I am reading through the New Testament one chapter a day this year and taking notes in my journaling Bible. This morning I read Matthew chapter 27, the account of the crucifixion. I was frustrated by my own lack of feeling as I read these very familiar verses. Not ready to go to prayer just yet I pulled out a devotional book that I use on occasion called Pearls of Great Price by Joni Eareckson Tada. I read these words:

"Nothing is more suffocating, more soul stifling than the feeling of hopelessness. When you’ve tried every option, it’s despairing to think that you’ve come to the end of your rope with no aid in sight. Hopelessness breeds when we fail to sense God’s hand in the hardship, or the presence of his help. It’s demoralizing to feel as though God is off somewhere, distracted by the needs of more obedient saints.""Hope is built on fact. And the fact is God never becomes distracted from your life. He never takes time off from tending to our needs. When troubles come, he doesn’t back away to allow Satan a free hand. Today’s verse [God is our refuge and strength, and ever present help in trouble Ps. 46:1] assures that not only is the help of God available and accessible at all times but God himself is the always-present help in every trial."
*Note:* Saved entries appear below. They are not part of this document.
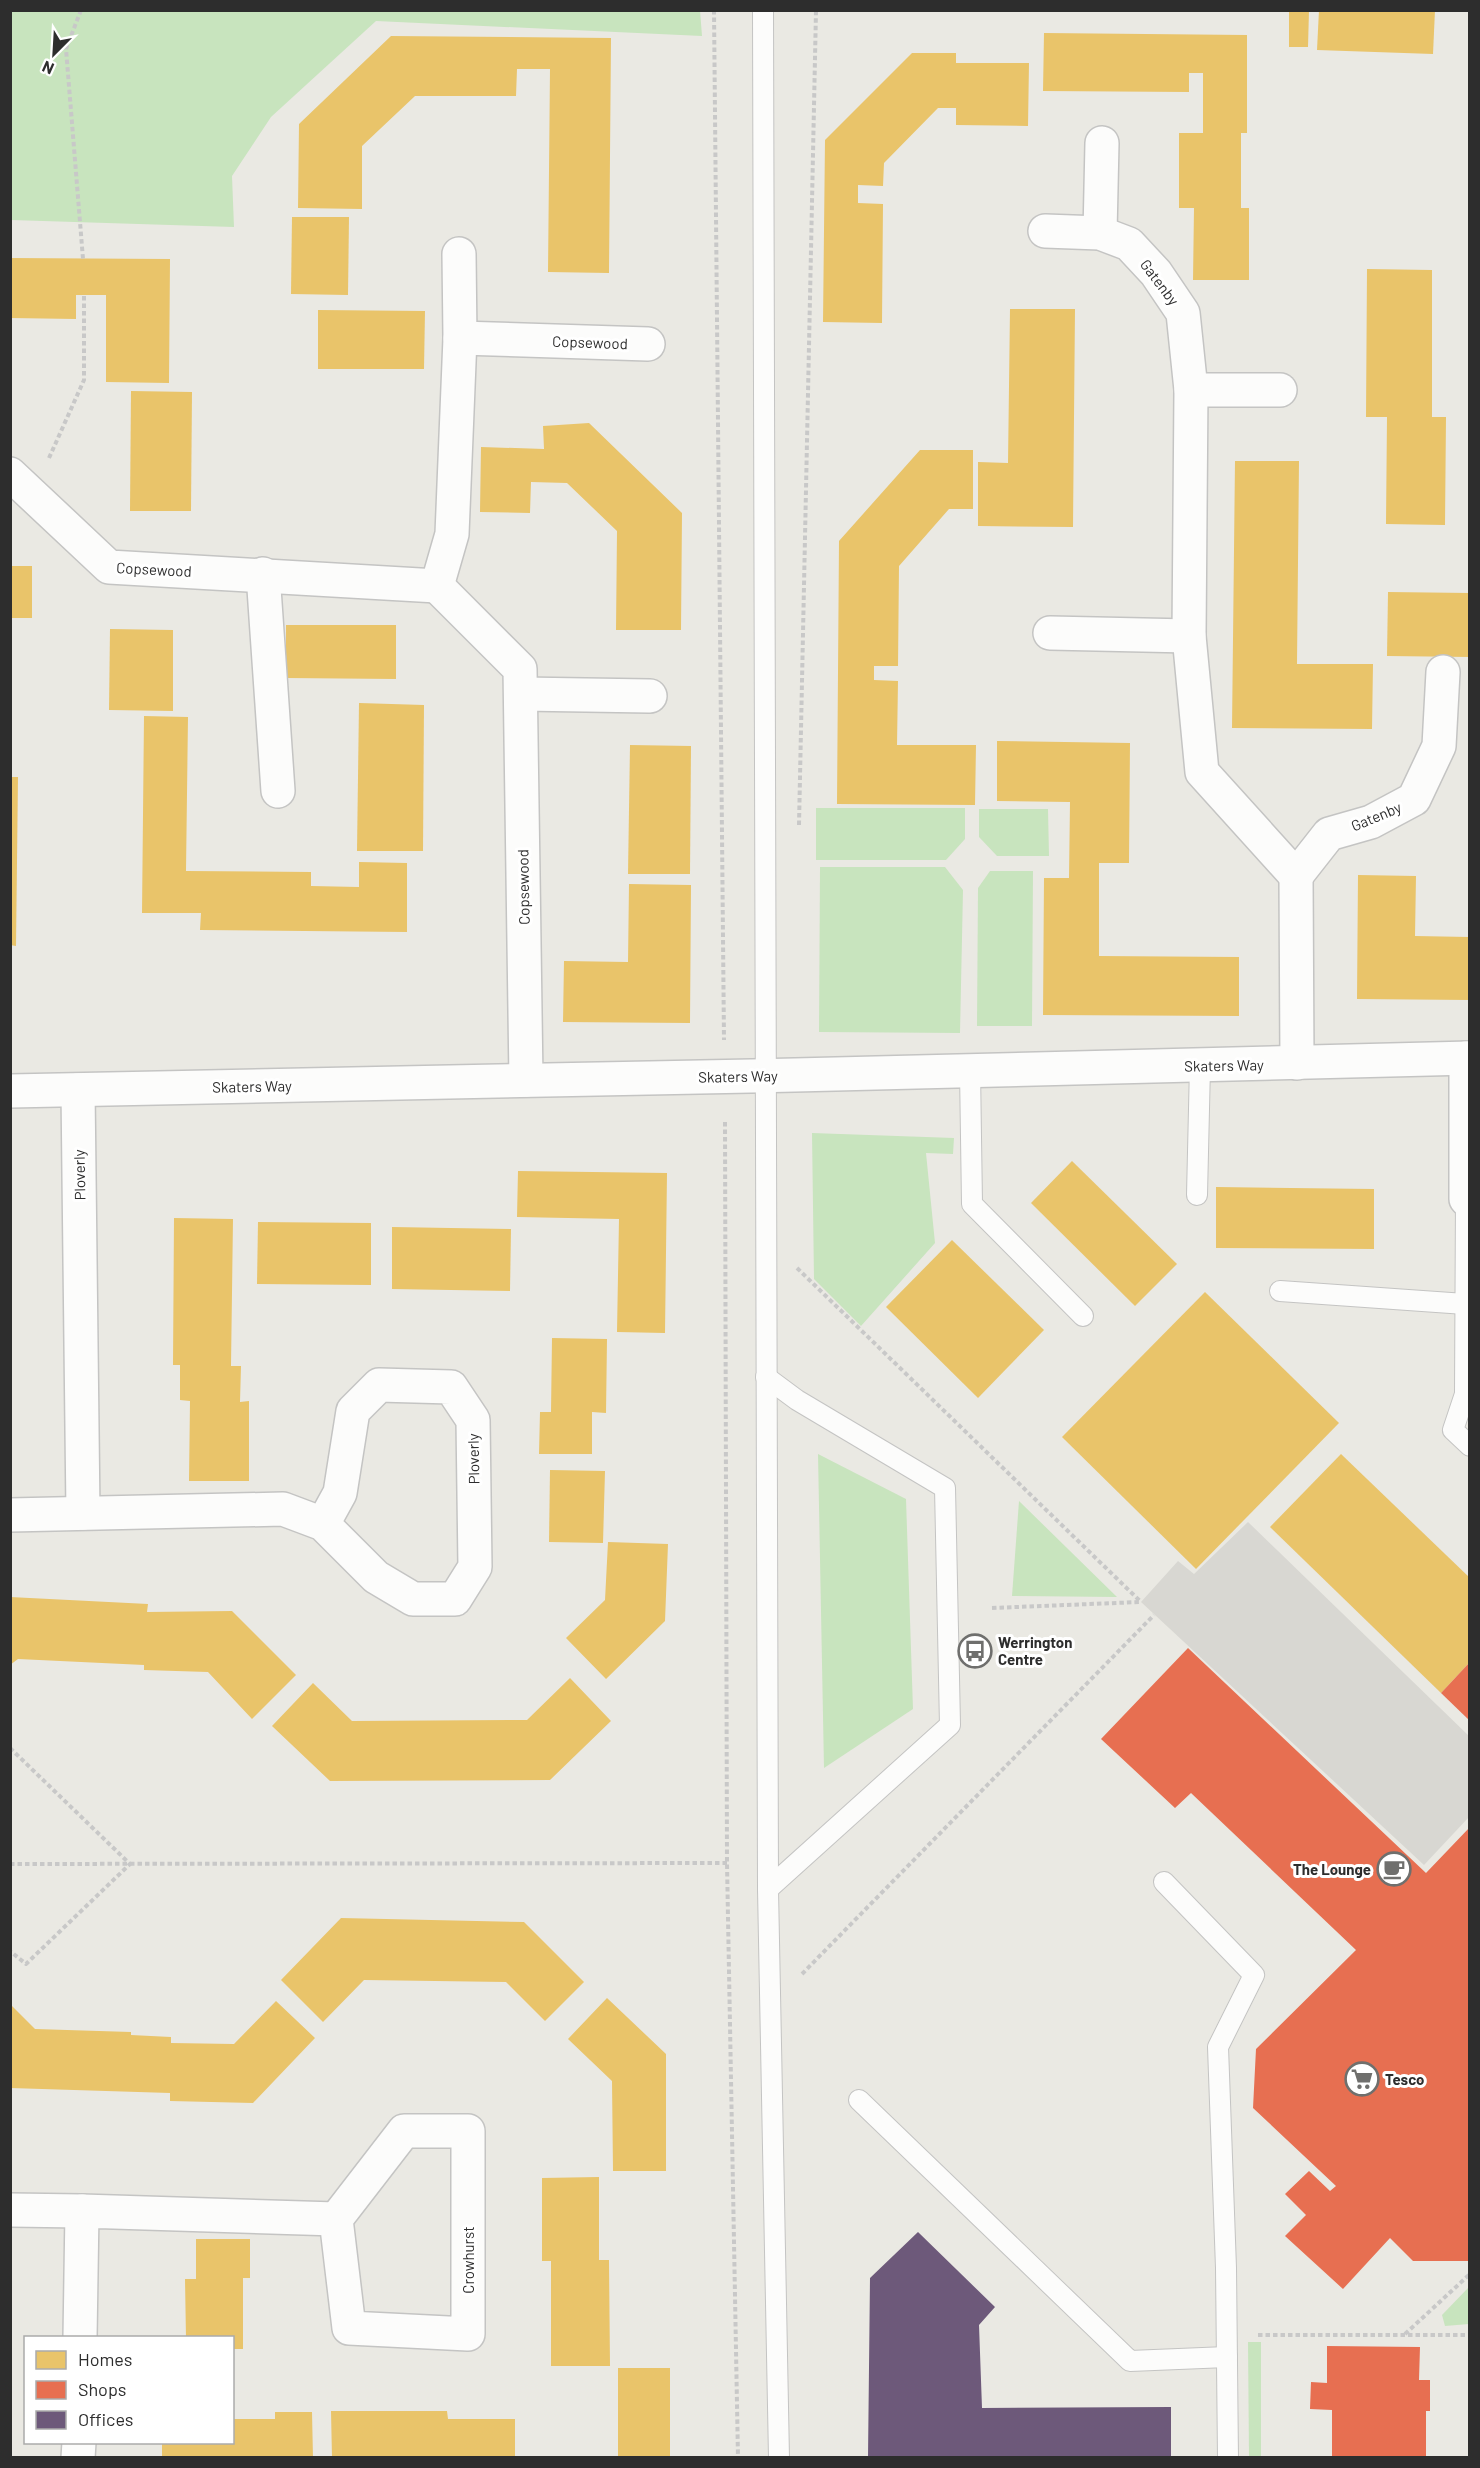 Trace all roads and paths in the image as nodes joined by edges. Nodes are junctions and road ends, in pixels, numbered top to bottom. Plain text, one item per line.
1 (81, 10) edge
2 (763, 10) edge
3 (816, 10) edge
4 (714, 11) edge
5 (1102, 143) dead end
6 (1045, 231) dead end
7 (1100, 233) junction
8 (459, 254) dead end
9 (83, 259) dead end
10 (84, 295) dead end
11 (460, 338) junction
12 (648, 344) dead end
13 (1191, 390) junction
14 (1280, 390) dead end
15 (22, 485) edge
16 (263, 574) junction
17 (437, 586) junction
18 (1050, 633) dead end
19 (1189, 636) junction
20 (1443, 672) dead end
21 (521, 694) junction
22 (650, 696) dead end
23 (278, 791) dead end
24 (799, 831) dead end
25 (1296, 876) junction
26 (724, 1044) dead end
27 (1468, 1058) edge
28 (1297, 1063) junction
29 (1200, 1066) junction
30 (970, 1070) junction
31 (766, 1075) junction
32 (526, 1080) junction
33 (78, 1090) junction
34 (10, 1091) edge
35 (725, 1122) dead end
36 (1197, 1195) dead end
37 (1468, 1201) edge
38 (796, 1266) dead end
39 (1280, 1291) dead end
40 (1465, 1304) junction
41 (1083, 1316) dead end
42 (766, 1377) junction
43 (1470, 1446) edge
44 (83, 1513) junction
45 (10, 1515) edge
46 (323, 1524) junction
47 (992, 1608) dead end
48 (1154, 1615) dead end
49 (10, 1748) edge
50 (727, 1863) junction
51 (10, 1864) edge
52 (130, 1864) junction
53 (1164, 1882) dead end
54 (768, 1889) junction
55 (10, 1951) edge
56 (801, 1974) dead end
57 (859, 2100) dead end
58 (10, 2210) edge
59 (82, 2211) junction
60 (336, 2218) junction
61 (1470, 2274) edge
62 (1404, 2334) junction
63 (1227, 2335) junction
64 (1470, 2335) edge
65 (80, 2336) edge
66 (1227, 2357) junction
67 (738, 2457) edge
68 (779, 2457) edge
69 (1228, 2457) edge

1 - 9 path
2 - 31 lane
3 - 24 path
4 - 26 path
5 - 7 street
6 - 7 street, Gatenby
7 - 13 street, Gatenby
8 - 11 street
10 - 15 path
11 - 12 street, Copsewood
11 - 17 street
13 - 14 street
13 - 19 street, Gatenby
15 - 16 street, Copsewood
16 - 17 street, Copsewood
16 - 23 street
17 - 21 street, Copsewood
18 - 19 street
19 - 25 street, Gatenby
20 - 25 street, Gatenby
21 - 22 street
21 - 32 street, Copsewood
25 - 28 street
27 - 28 street, Skaters Way
27 - 37 street, Skaters Way
28 - 29 street, Skaters Way
29 - 30 street, Skaters Way
29 - 36 lane
30 - 31 street, Skaters Way
30 - 41 lane
31 - 32 street, Skaters Way
31 - 42 lane
32 - 33 street, Skaters Way
33 - 34 street, Skaters Way
33 - 44 street, Ploverly
35 - 50 path
37 - 40 lane
38 - 47 path
39 - 40 lane
40 - 43 lane
42 - 54 lane
42 - 54 lane
44 - 45 street, Ploverly
44 - 46 street, Ploverly
46 - 46 street, Ploverly
48 - 56 path
49 - 52 path
50 - 52 path
50 - 67 path
51 - 52 path
52 - 55 path
53 - 63 lane
54 - 68 lane
57 - 66 lane
58 - 59 street
59 - 60 street
59 - 65 street
60 - 60 street, Crowhurst
61 - 62 path
62 - 63 path
62 - 64 path
63 - 66 lane
66 - 69 lane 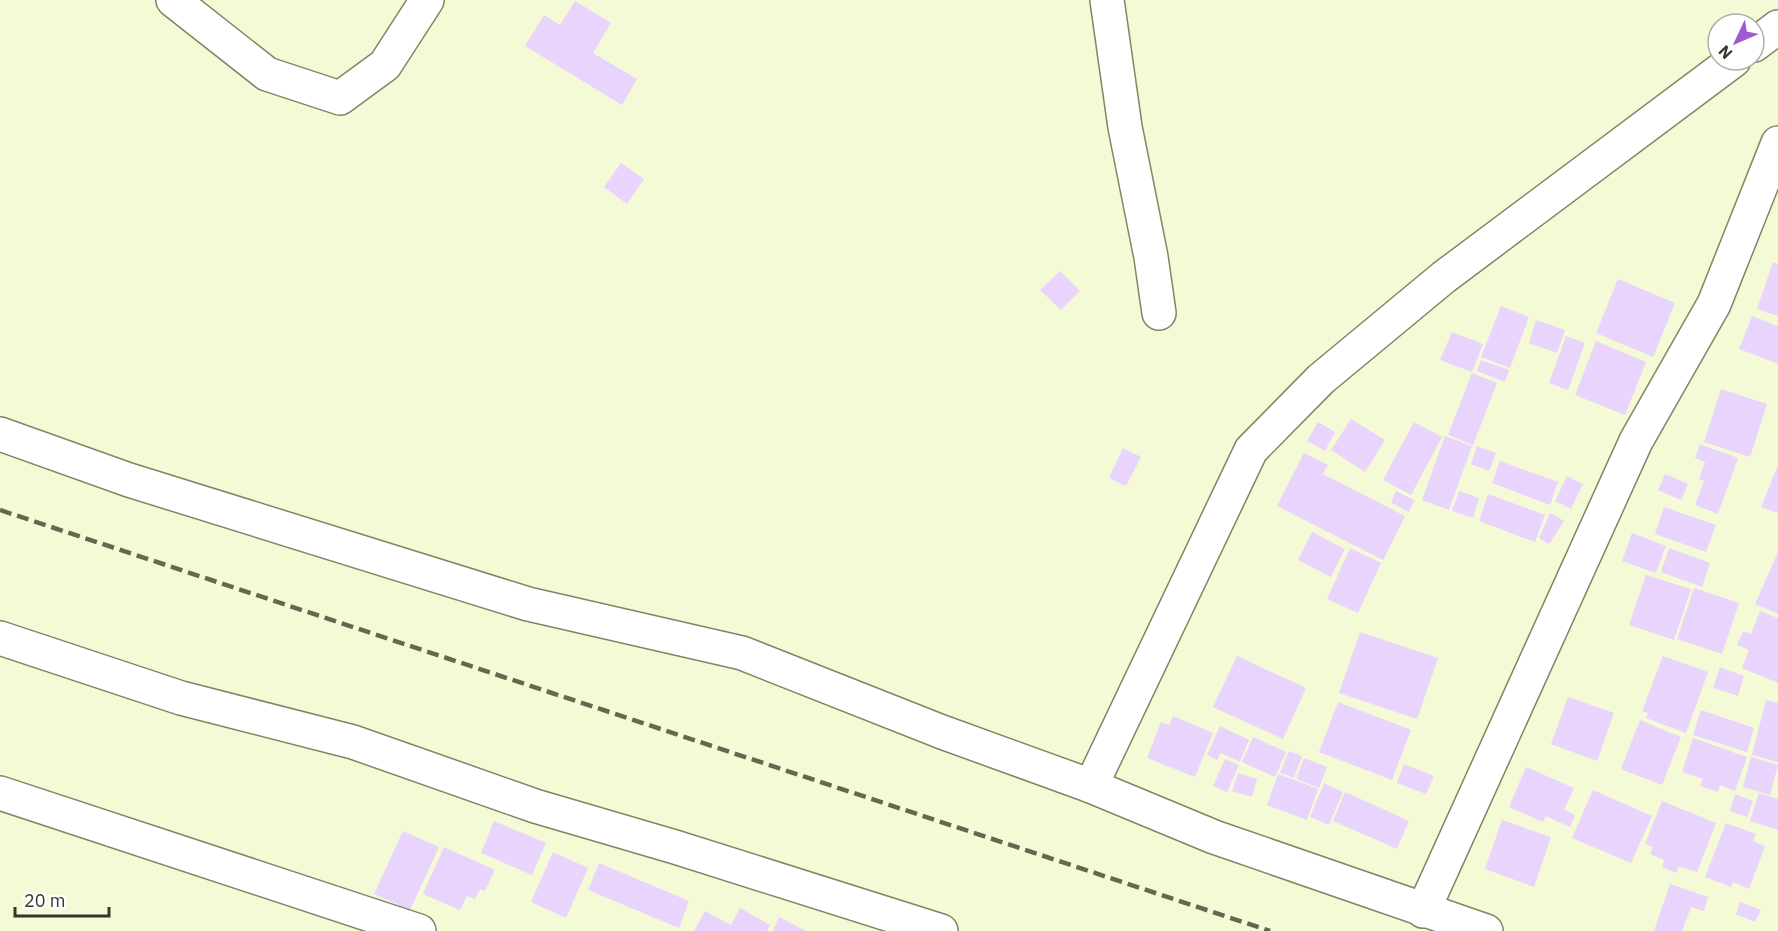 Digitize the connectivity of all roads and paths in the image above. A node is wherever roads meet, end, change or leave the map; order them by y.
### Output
1 (173, 0) edge
2 (427, 0) edge
3 (1107, 0) edge
4 (1718, 72) edge
5 (1778, 143) edge
6 (1159, 313) dead end
7 (0, 434) edge
8 (0, 638) edge
9 (1091, 786) junction
10 (0, 793) edge
11 (1423, 911) junction
12 (419, 931) edge
13 (941, 931) edge
14 (1486, 931) edge

1 - 2 street
3 - 6 street
4 - 9 street
5 - 11 street
7 - 9 street
8 - 13 street
9 - 11 street
10 - 12 street
11 - 14 street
You see behind my anxiousness lies a suspicion that God will tire of "bailing us out" of our troubles. This in itself is a failure to recognize God’s sovereignty in putting us in this situation in the first place. 

Here is where the dots got connected in my mind. After reading the devotional, God brought to mind the verse from Hebrews where God promises to never leave us or forsake us. Then God brought to my mind the crucifixion account I had just read. Jesus cries out, "My God, my God why have you forsaken me?" Then it dawned on me that I deserve to be forsaken. My sins are enough to stir up God’s justice against me and have him forsake me but instead he forsook his own son. I will never have to endure God forsaking me because Christ took this on my behalf. 

Then came a conviction of sin. Why do I suppose God will get tired of helping me? Because I am often sinful in my own reactions towards the needs of others. I want everything to get fixed as quickly as possible for my own ease and comfort. Because of this I can get impatient with a child who keeps making the same error over and over, the friend who keeps struggling with the same despair, or the person who doesn’t seem to be listening to the help I try to offer. It is a dangerous thing for me to project my own sinfulness onto God. We are told over and over that God is slow to anger, gracious, compassionate, long suffering, ready to help. 

What’s my response? Turn from this sin of distrust. Turn towards the sovereign Lover of my soul and rejoice in all that he is. I am never forsaken. Praise God!

It is my prayer for all of us at Sovereign Grace Church to know, to really know, that God never tires of caring for us, helping us, saving us. May we trust the One who will not forsake us and rest in his unchanging love towards us in Christ and may we increasingly reflect this untiring and patient care as we spend time with those we have been given the privilege to live and work with.